### ACTION ITEM
When you set down the entries, keep every word exactly as it is but drop the pictures.

### Dataset entries
= Beginning of Section =
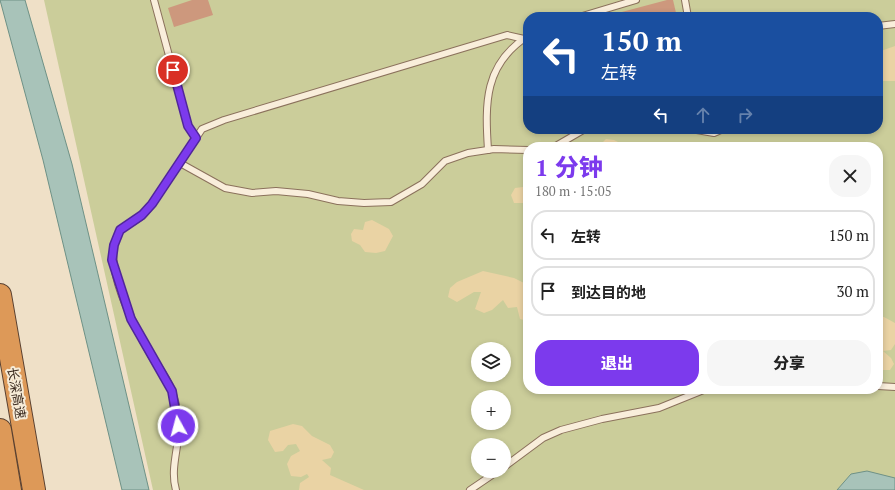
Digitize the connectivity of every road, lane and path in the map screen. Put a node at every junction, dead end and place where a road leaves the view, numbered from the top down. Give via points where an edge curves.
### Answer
1 (154, 0) edge
2 (636, 0) edge
3 (685, 0) edge
4 (596, 12) edge
5 (687, 12) edge
6 (895, 24) edge
7 (883, 25) edge
8 (523, 37) edge
9 (523, 40) edge
10 (576, 134) edge
11 (196, 138) junction
12 (563, 142) edge
13 (488, 150) junction
14 (523, 150) edge
15 (180, 163) junction
16 (0, 295) edge
17 (883, 386) edge
18 (895, 387) edge
19 (694, 394) edge
20 (0, 430) edge
21 (511, 462) edge
22 (488, 478) edge
23 (10, 490) edge
24 (34, 490) edge
25 (176, 490) edge
26 (470, 490) edge

1 - 11 lane via 188,126
2 - 4 lane
3 - 5 lane
6 - 7 lane
8 - 11 lane via 507,35 224,120 202,129
9 - 13 lane via 508,52 495,70 487,91
10 - 12 lane
11 - 15 lane
13 - 14 lane
13 - 15 lane via 468,153 445,161 422,184 391,202 338,201 308,194 276,191 252,193 225,188
15 - 25 lane via 142,215 120,230 112,260 131,319 172,391 179,437 174,465
16 - 24 highway, 长深高速
17 - 18 lane
19 - 21 lane via 659,408 561,430 543,438
20 - 23 highway, 长深高速
22 - 26 lane

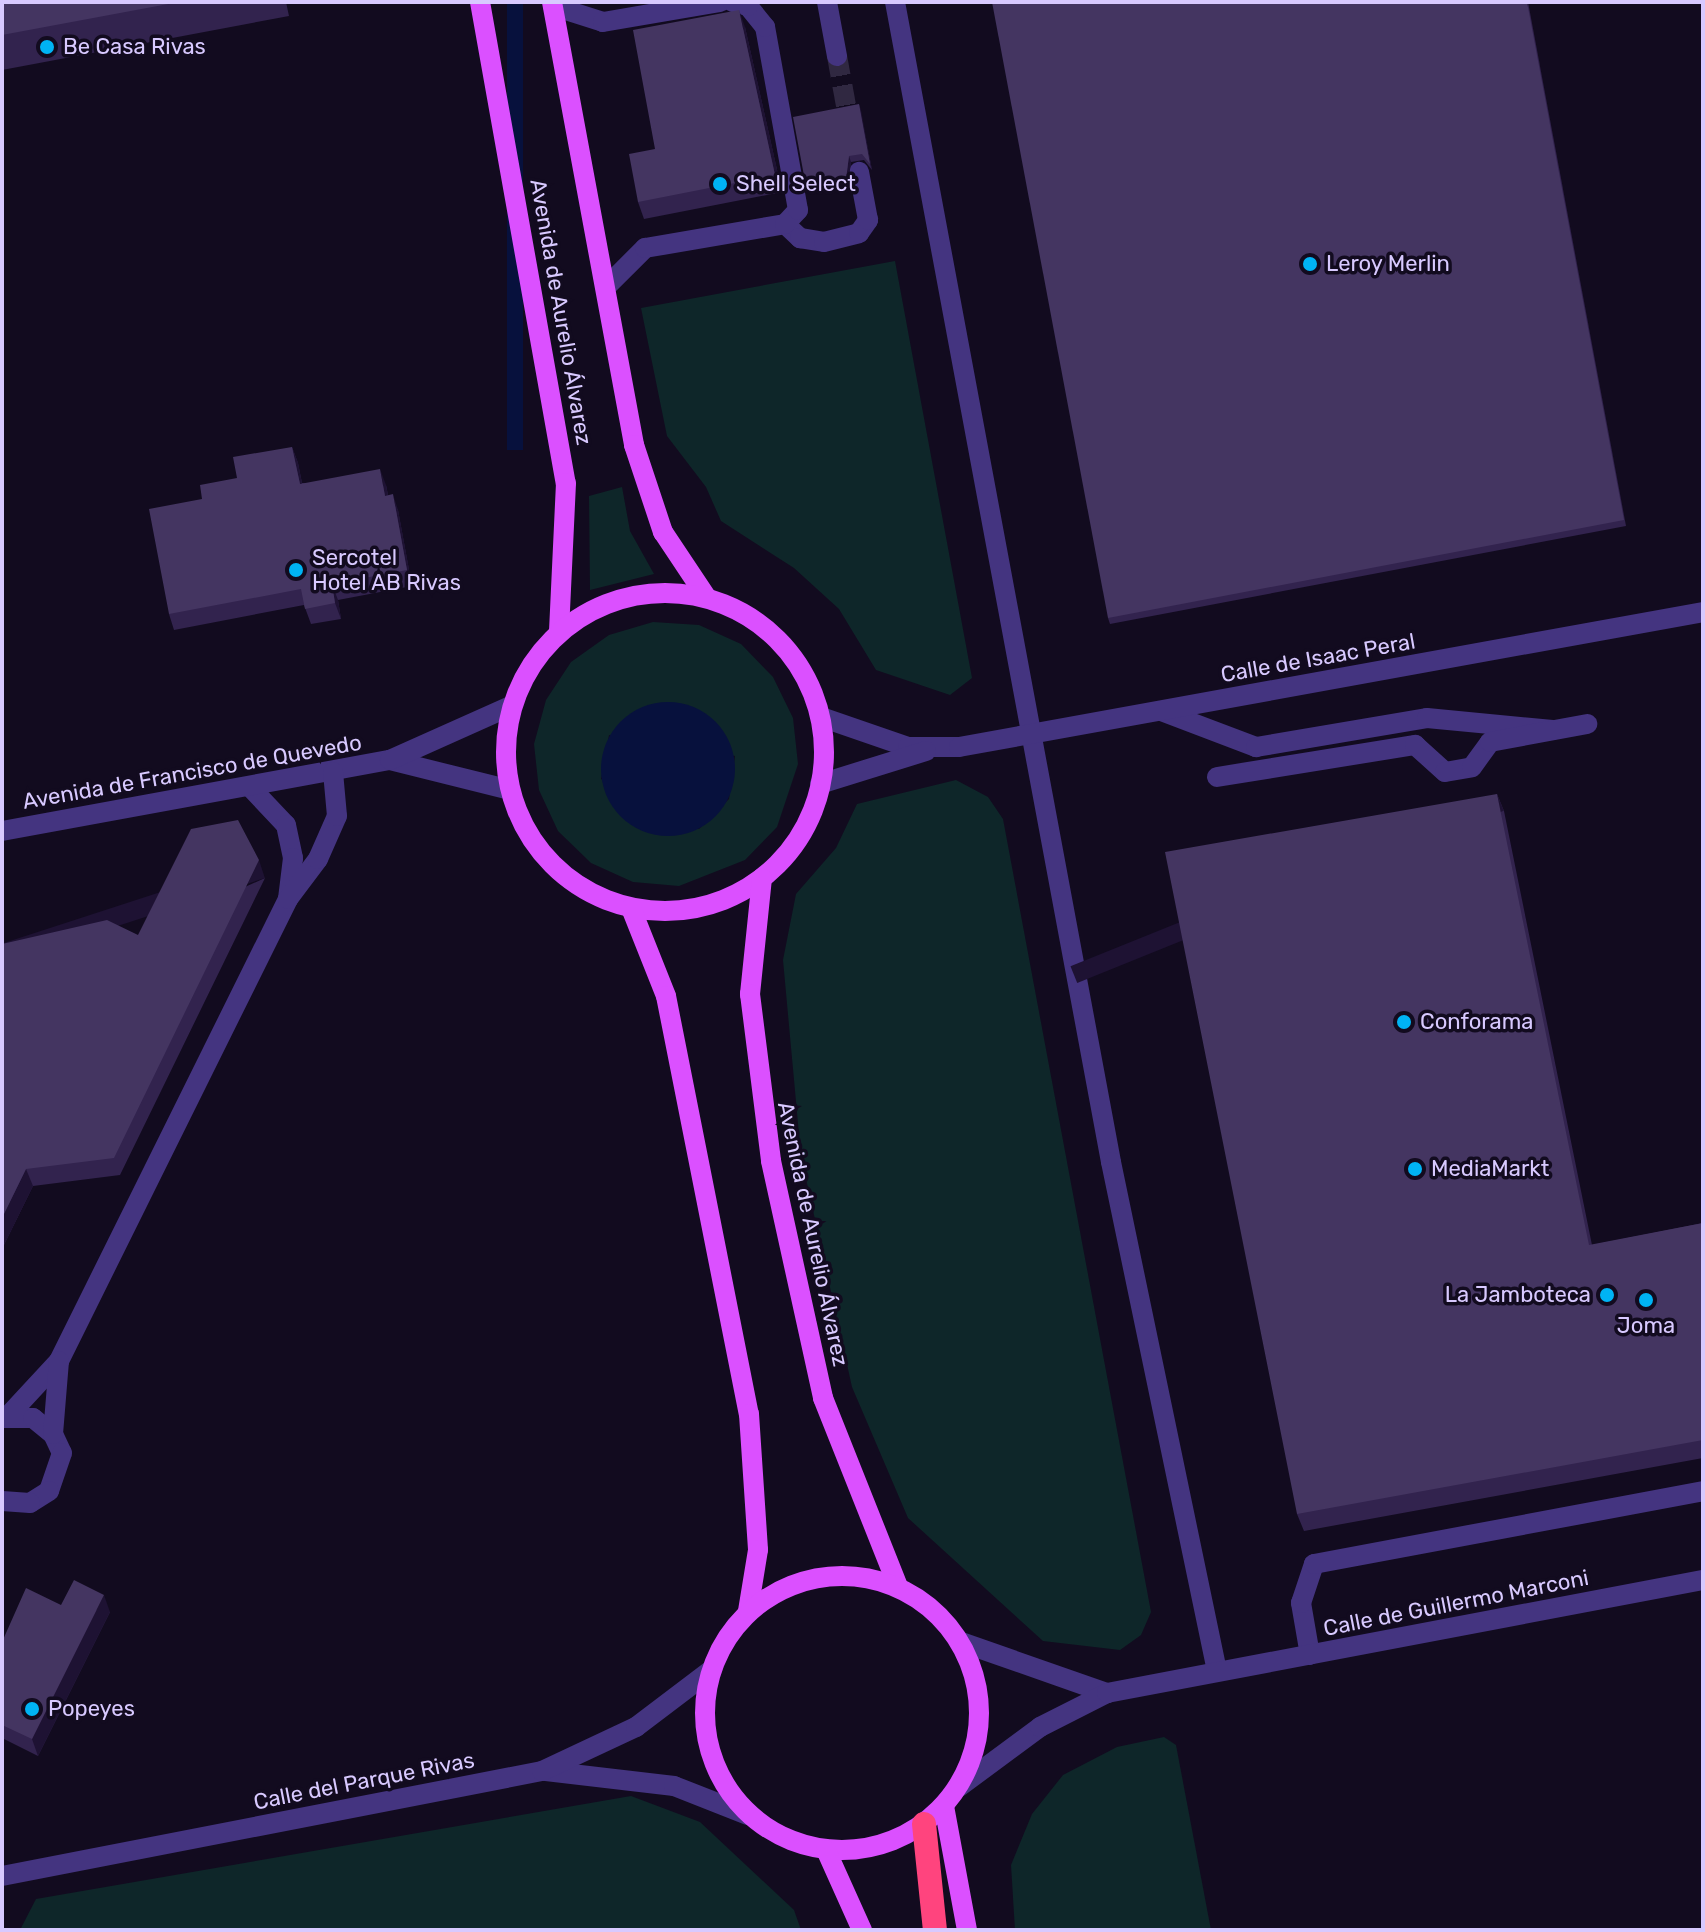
= End of Section =
### WRITTEN ANSWER
Digitize the connectivity of every road, lane and path in the map screen. Put a node at every junction, dead end and place where a road leaves the view, numbered from the top down. Give via points where an edge curves.
### Answer
1 (154, 0) edge
2 (636, 0) edge
3 (685, 0) edge
4 (596, 12) edge
5 (687, 12) edge
6 (895, 24) edge
7 (883, 25) edge
8 (523, 37) edge
9 (523, 40) edge
10 (576, 134) edge
11 (196, 138) junction
12 (563, 142) edge
13 (488, 150) junction
14 (523, 150) edge
15 (180, 163) junction
16 (0, 295) edge
17 (883, 386) edge
18 (895, 387) edge
19 (694, 394) edge
20 (0, 430) edge
21 (511, 462) edge
22 (488, 478) edge
23 (10, 490) edge
24 (34, 490) edge
25 (176, 490) edge
26 (470, 490) edge

1 - 11 lane via 188,126
2 - 4 lane
3 - 5 lane
6 - 7 lane
8 - 11 lane via 507,35 224,120 202,129
9 - 13 lane via 508,52 495,70 487,91
10 - 12 lane
11 - 15 lane
13 - 14 lane
13 - 15 lane via 468,153 445,161 422,184 391,202 338,201 308,194 276,191 252,193 225,188
15 - 25 lane via 142,215 120,230 112,260 131,319 172,391 179,437 174,465
16 - 24 highway, 长深高速
17 - 18 lane
19 - 21 lane via 659,408 561,430 543,438
20 - 23 highway, 长深高速
22 - 26 lane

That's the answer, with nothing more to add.